**Task statement**
If a line of the records holds the word "this", copy it out.

**Exercise data**

++++++

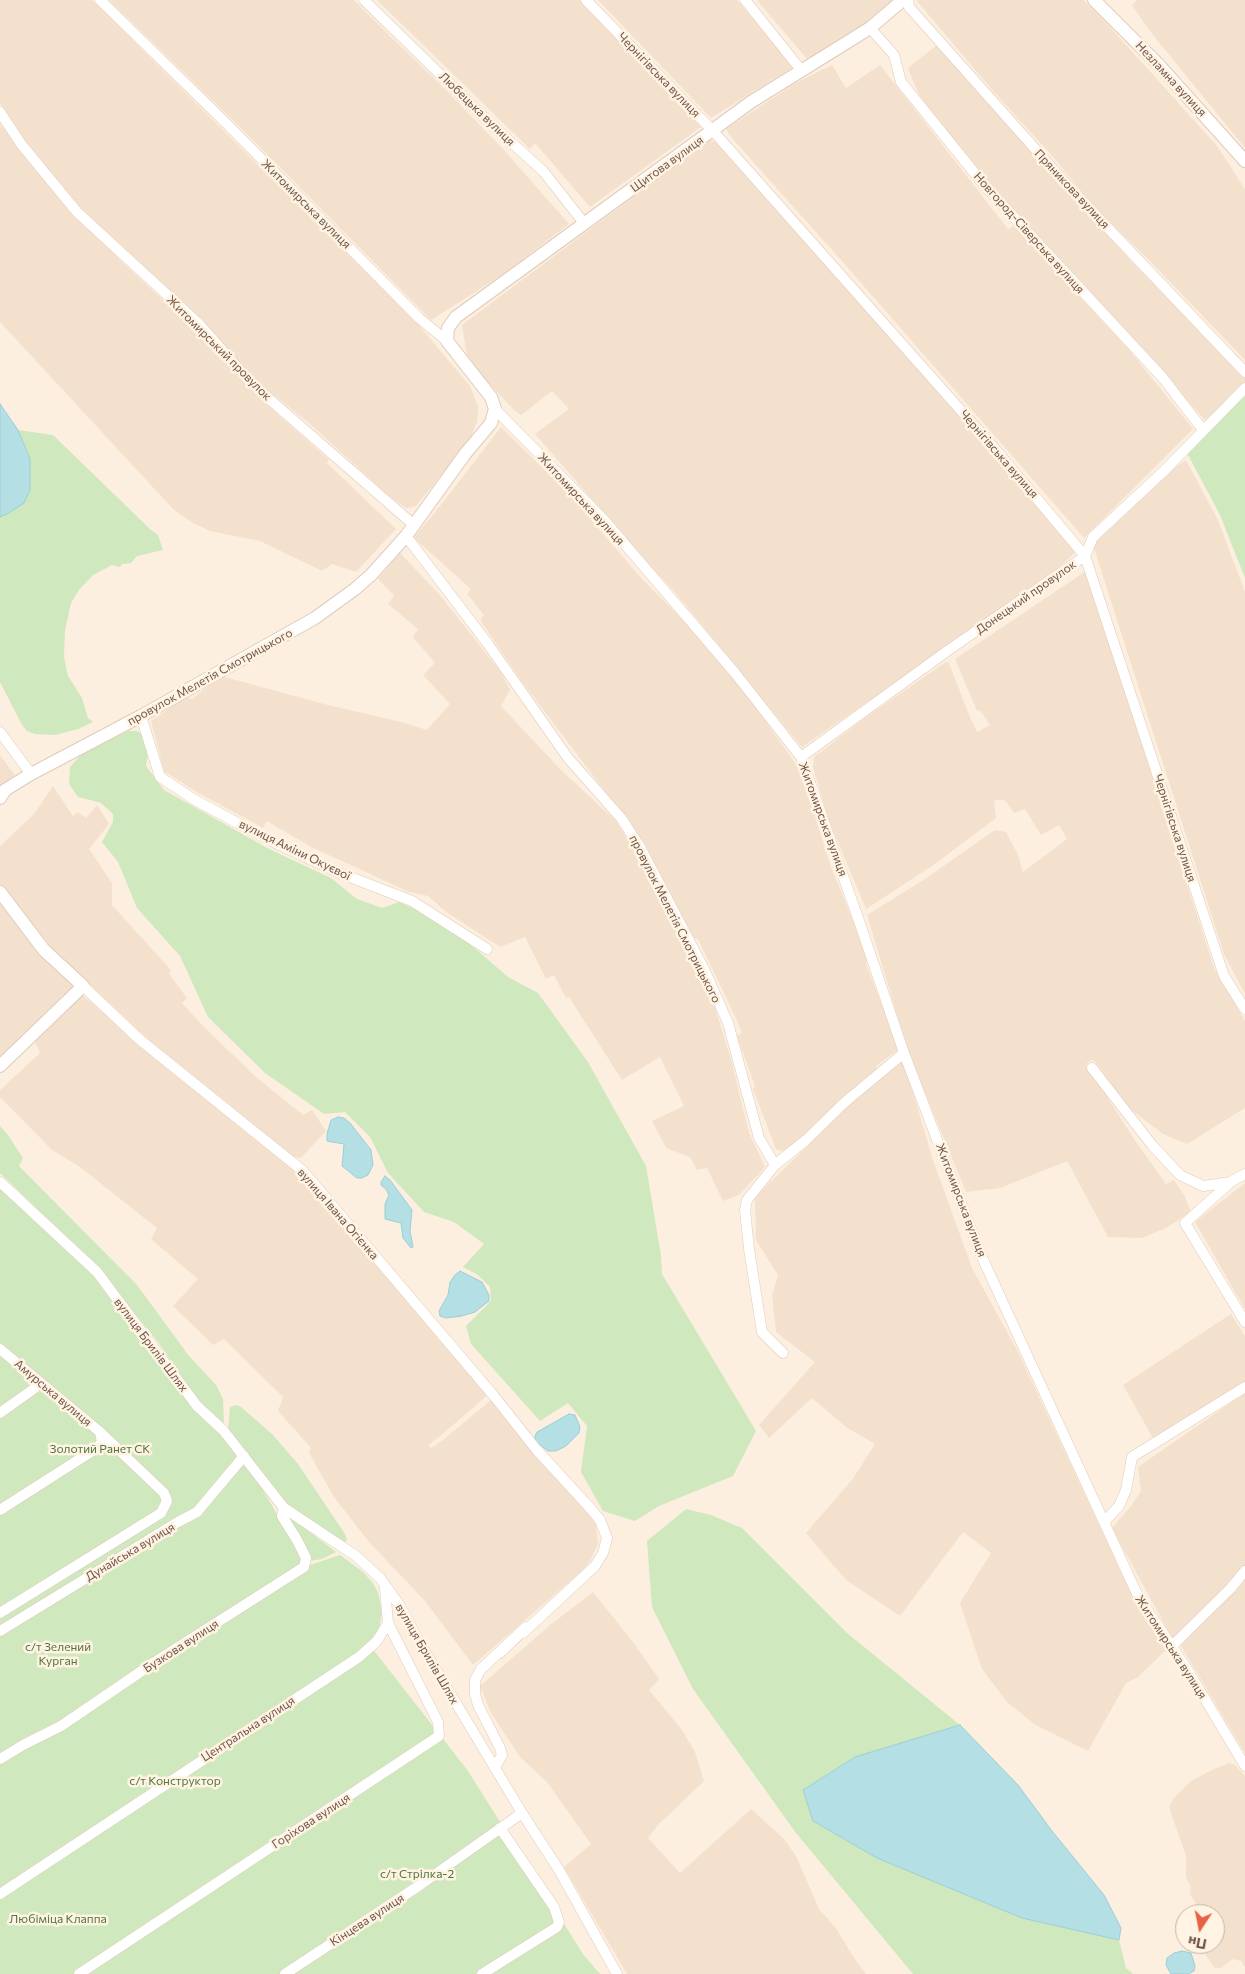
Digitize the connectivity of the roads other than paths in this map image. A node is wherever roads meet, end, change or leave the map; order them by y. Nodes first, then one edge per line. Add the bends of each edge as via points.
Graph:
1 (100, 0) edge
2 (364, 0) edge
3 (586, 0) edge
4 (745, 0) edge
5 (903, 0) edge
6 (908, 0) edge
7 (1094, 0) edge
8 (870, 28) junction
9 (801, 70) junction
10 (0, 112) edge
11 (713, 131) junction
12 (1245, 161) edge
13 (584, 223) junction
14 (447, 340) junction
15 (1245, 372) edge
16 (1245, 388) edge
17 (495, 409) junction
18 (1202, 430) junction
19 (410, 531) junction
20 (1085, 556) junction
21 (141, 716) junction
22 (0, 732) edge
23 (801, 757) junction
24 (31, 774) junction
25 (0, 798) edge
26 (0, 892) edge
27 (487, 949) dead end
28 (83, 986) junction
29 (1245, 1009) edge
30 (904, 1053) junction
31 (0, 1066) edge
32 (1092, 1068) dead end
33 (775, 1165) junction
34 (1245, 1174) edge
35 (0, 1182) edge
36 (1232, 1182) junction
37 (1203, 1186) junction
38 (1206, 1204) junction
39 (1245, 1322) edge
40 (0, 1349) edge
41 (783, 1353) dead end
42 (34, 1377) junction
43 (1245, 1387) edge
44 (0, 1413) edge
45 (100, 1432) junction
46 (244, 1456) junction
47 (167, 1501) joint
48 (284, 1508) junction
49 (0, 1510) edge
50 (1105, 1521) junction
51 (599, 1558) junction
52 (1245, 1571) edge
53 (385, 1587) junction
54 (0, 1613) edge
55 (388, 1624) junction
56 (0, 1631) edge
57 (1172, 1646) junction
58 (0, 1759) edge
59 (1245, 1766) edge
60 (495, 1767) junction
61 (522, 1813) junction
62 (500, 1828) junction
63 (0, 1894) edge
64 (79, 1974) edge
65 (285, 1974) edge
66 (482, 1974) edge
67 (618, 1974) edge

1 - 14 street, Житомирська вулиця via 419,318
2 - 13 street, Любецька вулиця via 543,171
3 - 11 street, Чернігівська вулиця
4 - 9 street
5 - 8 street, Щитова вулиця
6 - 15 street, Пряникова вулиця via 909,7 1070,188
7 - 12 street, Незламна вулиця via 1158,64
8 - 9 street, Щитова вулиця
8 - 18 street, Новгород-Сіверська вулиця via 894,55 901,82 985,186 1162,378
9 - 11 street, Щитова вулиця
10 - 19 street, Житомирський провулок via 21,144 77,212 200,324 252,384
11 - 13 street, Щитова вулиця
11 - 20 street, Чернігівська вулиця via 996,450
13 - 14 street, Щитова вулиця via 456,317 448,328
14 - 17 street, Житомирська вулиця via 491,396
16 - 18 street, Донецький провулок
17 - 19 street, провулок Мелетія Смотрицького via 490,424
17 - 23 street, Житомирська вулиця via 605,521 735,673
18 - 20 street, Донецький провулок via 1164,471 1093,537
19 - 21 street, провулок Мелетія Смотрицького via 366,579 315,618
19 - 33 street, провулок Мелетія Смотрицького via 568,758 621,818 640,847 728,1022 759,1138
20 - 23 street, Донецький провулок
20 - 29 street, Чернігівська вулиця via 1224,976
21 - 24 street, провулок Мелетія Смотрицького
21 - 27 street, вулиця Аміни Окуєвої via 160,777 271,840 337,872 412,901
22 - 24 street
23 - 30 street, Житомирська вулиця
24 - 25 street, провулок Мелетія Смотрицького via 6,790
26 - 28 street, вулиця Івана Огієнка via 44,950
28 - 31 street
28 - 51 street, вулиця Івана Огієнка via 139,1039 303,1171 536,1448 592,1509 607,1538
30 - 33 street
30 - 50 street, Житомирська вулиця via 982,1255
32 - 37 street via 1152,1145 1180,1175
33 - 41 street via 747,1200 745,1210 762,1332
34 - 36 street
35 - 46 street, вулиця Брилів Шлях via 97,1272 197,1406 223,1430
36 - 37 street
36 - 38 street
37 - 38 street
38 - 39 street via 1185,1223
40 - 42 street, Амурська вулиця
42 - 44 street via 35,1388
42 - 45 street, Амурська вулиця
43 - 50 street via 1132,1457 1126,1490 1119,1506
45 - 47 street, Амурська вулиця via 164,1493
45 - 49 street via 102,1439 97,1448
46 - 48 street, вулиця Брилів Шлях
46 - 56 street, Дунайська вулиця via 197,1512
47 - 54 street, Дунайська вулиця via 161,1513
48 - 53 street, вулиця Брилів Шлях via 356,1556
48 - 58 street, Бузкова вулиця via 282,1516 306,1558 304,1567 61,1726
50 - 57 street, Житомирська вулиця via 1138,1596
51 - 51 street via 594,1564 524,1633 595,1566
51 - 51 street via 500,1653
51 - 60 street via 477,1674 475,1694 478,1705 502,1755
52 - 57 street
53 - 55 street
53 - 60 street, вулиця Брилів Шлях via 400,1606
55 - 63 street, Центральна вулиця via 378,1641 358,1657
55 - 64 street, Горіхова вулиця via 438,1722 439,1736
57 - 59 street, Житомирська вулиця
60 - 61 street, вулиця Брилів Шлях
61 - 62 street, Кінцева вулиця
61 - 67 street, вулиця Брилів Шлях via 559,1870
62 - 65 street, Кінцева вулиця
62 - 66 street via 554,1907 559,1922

++++++

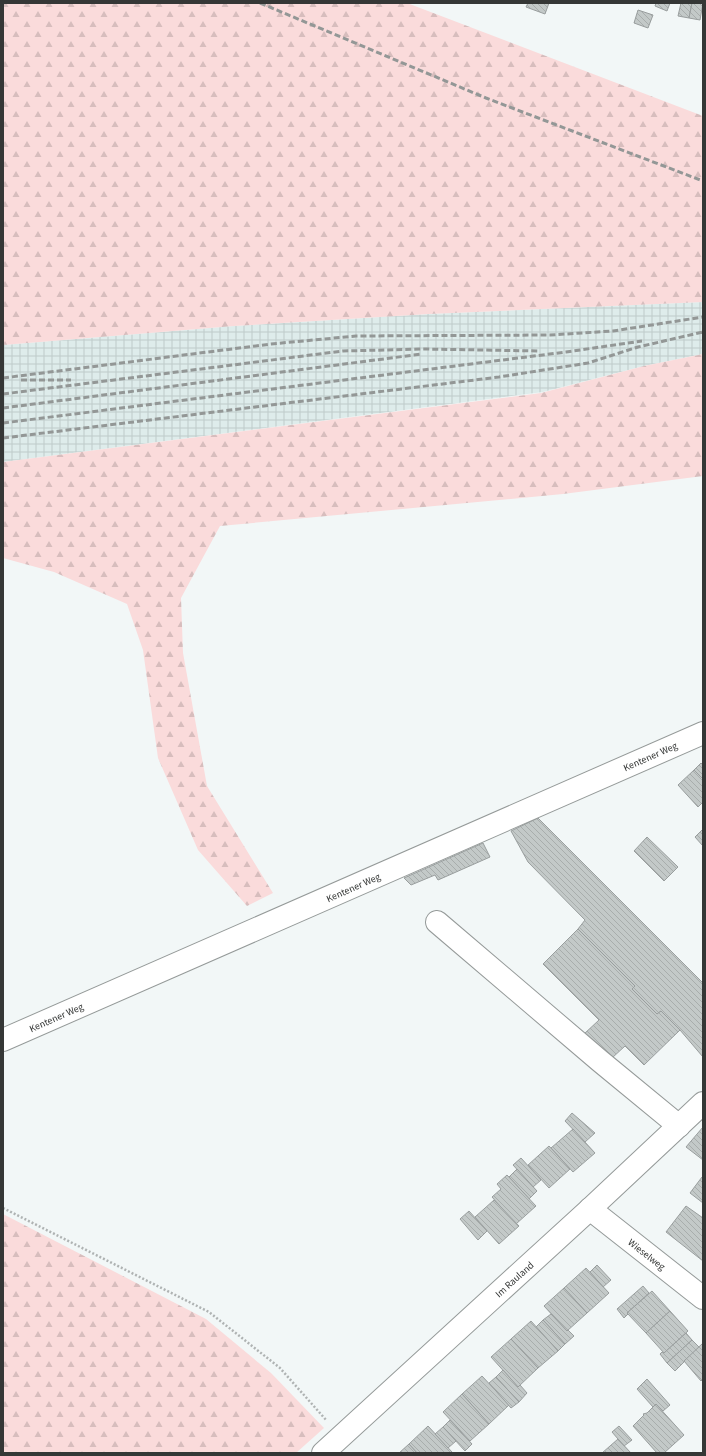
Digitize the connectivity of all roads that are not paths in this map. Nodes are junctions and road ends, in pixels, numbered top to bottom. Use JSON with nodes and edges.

++++++

**Expected output**
Digitize the connectivity of the roads other than paths in this map image. A node is wherever roads meet, end, change or leave the map; order them by y. Nodes first, then one edge per line. Add the bends of each edge as via points.
Digitize the connectivity of all roads that are not paths in this map. Nodes are junctions and road ends, in pixels, numbered top to bottom. Use JSON with nodes and edges.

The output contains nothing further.